» **WHAT THE EXERCISE ASKS**: Only the pictures should be dropped; every line of the data must come back exactly as written.

» **INFORMATION**:
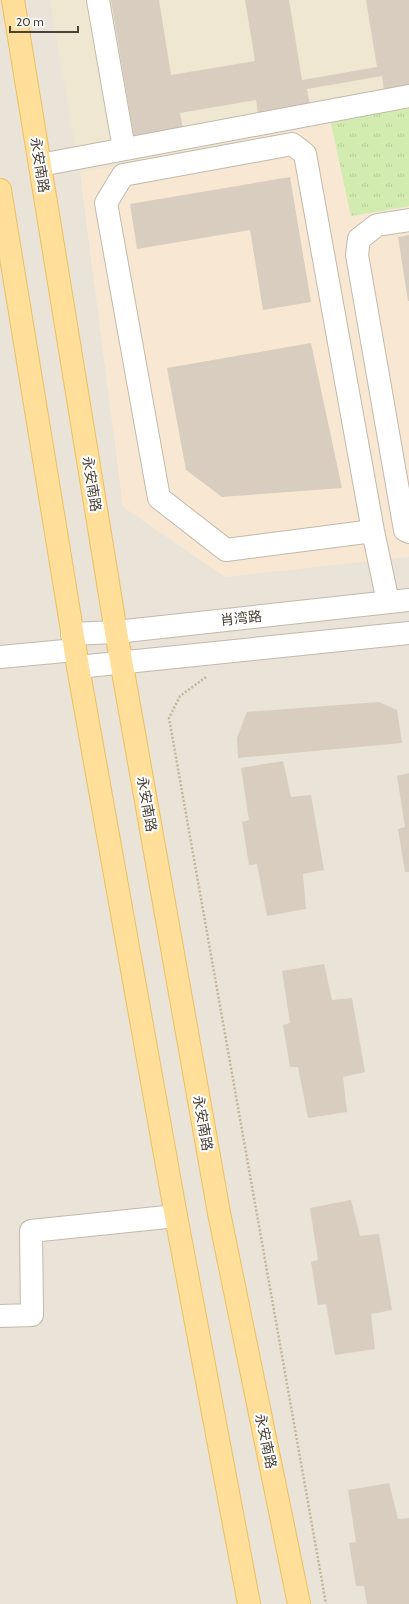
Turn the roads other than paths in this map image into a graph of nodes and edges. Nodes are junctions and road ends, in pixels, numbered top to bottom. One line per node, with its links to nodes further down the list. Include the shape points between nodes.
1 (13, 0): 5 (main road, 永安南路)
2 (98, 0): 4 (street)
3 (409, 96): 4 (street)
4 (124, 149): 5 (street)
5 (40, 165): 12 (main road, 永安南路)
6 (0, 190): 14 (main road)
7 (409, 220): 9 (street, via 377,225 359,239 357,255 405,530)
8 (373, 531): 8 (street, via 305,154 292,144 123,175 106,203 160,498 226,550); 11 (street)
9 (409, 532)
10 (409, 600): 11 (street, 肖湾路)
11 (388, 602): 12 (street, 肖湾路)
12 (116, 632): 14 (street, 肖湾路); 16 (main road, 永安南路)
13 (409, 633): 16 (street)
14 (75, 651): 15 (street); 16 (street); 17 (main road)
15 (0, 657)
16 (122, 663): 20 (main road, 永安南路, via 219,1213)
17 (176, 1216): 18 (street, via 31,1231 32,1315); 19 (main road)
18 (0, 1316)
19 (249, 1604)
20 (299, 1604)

» **ANSWER SECTION**:
Turn the roads other than paths in this map image into a graph of nodes and edges. Nodes are junctions and road ends, in pixels, numbered top to bottom. One line per node, with its links to nodes further down the list. Include the shape points between nodes.
1 (13, 0): 5 (main road, 永安南路)
2 (98, 0): 4 (street)
3 (409, 96): 4 (street)
4 (124, 149): 5 (street)
5 (40, 165): 12 (main road, 永安南路)
6 (0, 190): 14 (main road)
7 (409, 220): 9 (street, via 377,225 359,239 357,255 405,530)
8 (373, 531): 8 (street, via 305,154 292,144 123,175 106,203 160,498 226,550); 11 (street)
9 (409, 532)
10 (409, 600): 11 (street, 肖湾路)
11 (388, 602): 12 (street, 肖湾路)
12 (116, 632): 14 (street, 肖湾路); 16 (main road, 永安南路)
13 (409, 633): 16 (street)
14 (75, 651): 15 (street); 16 (street); 17 (main road)
15 (0, 657)
16 (122, 663): 20 (main road, 永安南路, via 219,1213)
17 (176, 1216): 18 (street, via 31,1231 32,1315); 19 (main road)
18 (0, 1316)
19 (249, 1604)
20 (299, 1604)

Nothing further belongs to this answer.